One morning about five years ago, I was awakened by God giving me a name and the overwhelming urge to go and check on this person. I hadn’t even fully opened my eyes yet so I flipped and flopped arguing with God about this, wondering if I was crazy.
Eventually, I figured out that I would remain in an unsettled mindset until I did it, so reluctantly I got up and told my husband, “This is crazy but I have to go to the restaurant right now.”
It was around 6:30 a.m. on the Saturday of Memorial Day weekend, and I fully expected this to be an “I misunderstood God” moment. Instead of trusting God, I just knew that the gentleman wouldn’t be at the restaurant and I was drug out of bed early for no reason. I mean, why would he be there so early, if at all, that day?
Lo and behold as I drove toward the restaurant whom did I see walking across the parking lot other than the man whose name God had given me. I pulled my car up to him, called him by name, and said: “I have no idea why I’m here but I felt God telling me to come and check on you this morning.”
The look on his face was one of disbelief and shock. He replied, “please keep my family in your prayers.” I promised I would and left. That was it; there was no more conversation, and I felt that was all I was supposed to do and say. In hindsight, I should’ve prayed with him right then but I didn’t.
Fast forward to about a year later. I’m driving home, see a woman’s face in my mind, and hear God tell me to go to a local store and find this particular woman. He directed me to tell her, “God loves you.” Recalling the instance from the year before, I headed to the store, wondering if she’d be there or if I’d even cross paths with her.

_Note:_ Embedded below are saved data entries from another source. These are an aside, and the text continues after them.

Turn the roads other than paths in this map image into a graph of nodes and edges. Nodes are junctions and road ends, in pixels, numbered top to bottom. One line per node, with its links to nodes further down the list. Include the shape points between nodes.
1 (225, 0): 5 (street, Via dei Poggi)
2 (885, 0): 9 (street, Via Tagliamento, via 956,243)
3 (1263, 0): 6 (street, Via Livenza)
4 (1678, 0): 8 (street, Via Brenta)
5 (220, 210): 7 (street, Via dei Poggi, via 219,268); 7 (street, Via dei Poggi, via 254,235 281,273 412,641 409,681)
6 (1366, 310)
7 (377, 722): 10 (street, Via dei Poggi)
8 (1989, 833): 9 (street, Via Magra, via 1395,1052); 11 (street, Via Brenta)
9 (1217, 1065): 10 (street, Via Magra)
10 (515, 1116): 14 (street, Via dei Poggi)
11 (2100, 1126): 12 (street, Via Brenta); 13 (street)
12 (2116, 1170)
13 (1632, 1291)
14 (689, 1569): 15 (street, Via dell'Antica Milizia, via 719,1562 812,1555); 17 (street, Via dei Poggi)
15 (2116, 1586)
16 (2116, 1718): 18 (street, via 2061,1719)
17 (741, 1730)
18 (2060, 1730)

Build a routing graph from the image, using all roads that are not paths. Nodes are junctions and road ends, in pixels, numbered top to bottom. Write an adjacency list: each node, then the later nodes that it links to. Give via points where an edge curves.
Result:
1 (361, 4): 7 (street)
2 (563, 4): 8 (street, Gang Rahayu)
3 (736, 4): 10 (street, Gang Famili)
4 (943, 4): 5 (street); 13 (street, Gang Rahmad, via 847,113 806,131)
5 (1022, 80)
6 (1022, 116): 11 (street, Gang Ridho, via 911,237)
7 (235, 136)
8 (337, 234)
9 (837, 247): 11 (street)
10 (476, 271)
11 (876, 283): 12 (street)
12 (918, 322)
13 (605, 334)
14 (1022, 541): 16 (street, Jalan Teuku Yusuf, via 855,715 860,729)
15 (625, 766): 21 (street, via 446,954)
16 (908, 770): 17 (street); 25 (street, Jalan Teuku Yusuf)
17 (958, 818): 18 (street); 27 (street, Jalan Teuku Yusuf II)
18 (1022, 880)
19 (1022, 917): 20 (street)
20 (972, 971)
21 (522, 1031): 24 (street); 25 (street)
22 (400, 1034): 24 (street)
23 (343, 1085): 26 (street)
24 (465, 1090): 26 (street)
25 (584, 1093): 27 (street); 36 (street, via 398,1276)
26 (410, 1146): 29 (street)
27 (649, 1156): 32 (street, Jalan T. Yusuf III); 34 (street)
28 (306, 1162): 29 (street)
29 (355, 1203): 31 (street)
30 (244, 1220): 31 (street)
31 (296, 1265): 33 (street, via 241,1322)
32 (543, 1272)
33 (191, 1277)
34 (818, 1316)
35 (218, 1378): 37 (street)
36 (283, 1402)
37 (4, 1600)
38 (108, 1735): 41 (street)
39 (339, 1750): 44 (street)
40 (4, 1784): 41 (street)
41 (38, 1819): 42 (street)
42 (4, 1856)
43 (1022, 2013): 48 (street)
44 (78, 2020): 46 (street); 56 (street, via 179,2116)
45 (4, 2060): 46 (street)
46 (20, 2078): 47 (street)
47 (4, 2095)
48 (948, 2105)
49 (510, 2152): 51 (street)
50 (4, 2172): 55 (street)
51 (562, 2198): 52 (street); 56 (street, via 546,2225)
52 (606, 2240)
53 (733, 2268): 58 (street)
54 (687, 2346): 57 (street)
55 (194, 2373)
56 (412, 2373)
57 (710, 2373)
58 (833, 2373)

You guessed it; she was there and she was near the entrance of the store. I walked up to her and told her the very words I had been given. She stopped what she was doing, and too looked as if in disbelief or like I was the biggest weirdo on the planet. Again, I had nothing more to do or say so awkwardly, I smiled at her, told her to have a good day, and went about my business.
As Christians we’re supposed to be in tune with God’s voice, knowing when he’s telling us “do this and do that” or urging us to carry out His business.
Have you ever wondered what might happen when God says “do,” and you don’t?
Whether He’s urging you to pray, speak up in church, spend time with Him, or do what some would consider ‘off-the-wall’ in reaching out to others, He has a plan and has something in store.
I’ve had those moments where selfishly, I ignored the “do” and didn’t complete the request God had asked of me. I have regrets. After not allowing Him to use me as a vessel in which He used for something good, I’ve watched as He used the person next to me to do and say the very things He had given me.
Instead of being bold and trusting Him, I let intimidation step in, hinder me and therefore missed out on being part of a blessing.
God has allowed me to hear His voice and has used me in situations for reasons I can’t understand. I have no idea why God sent me to do those things all those years ago or since, but when I trusted Him, the people were in place. Why I don’t trust Him all the time in those moments, I can only attribute to fear, doubt, stubbornness, and the like – which we know comes from the enemy.
I could speculate on the need in both of the above situations over and over and on why he used me in them, but more often than not, I think maybe both of those people just needed confirmation from God for whatever reason and to know He loved them. And, maybe I did as well. Maybe I needed to learn something in that moment.
I write all of these posts as encouragement to others but I mainly write them as reminders to myself.
So, to myself (and you), I say: if you hear God telling you “do”, just do it and be His vessel. Be bold and don’t let intimidation step in and keep you from being an instrument in His plan. What others receive from it we may never know, but what we receive are moments we see His divine hand at work.
2 Timothy 2:21 Therefore, if anyone cleanses himself from these things, he will be a vessel for honor, sanctified, useful to the Master, prepared for every good work.
John 1: 5-8 If you want to know what God wants you to do, ask him, and he will gladly tell you, for he is always ready to give a bountiful supply of wisdom to all who ask him; he will not resent it. 6 But when you ask him, be sure that you really expect him to tell you, for a doubtful mind will be as unsettled as a wave of the sea that is driven and tossed by the wind; 7-8 and every decision you then make will be uncertain, as you turn first this way and then that. If you don’t ask with faith, don’t expect the Lord to give you any solid answer.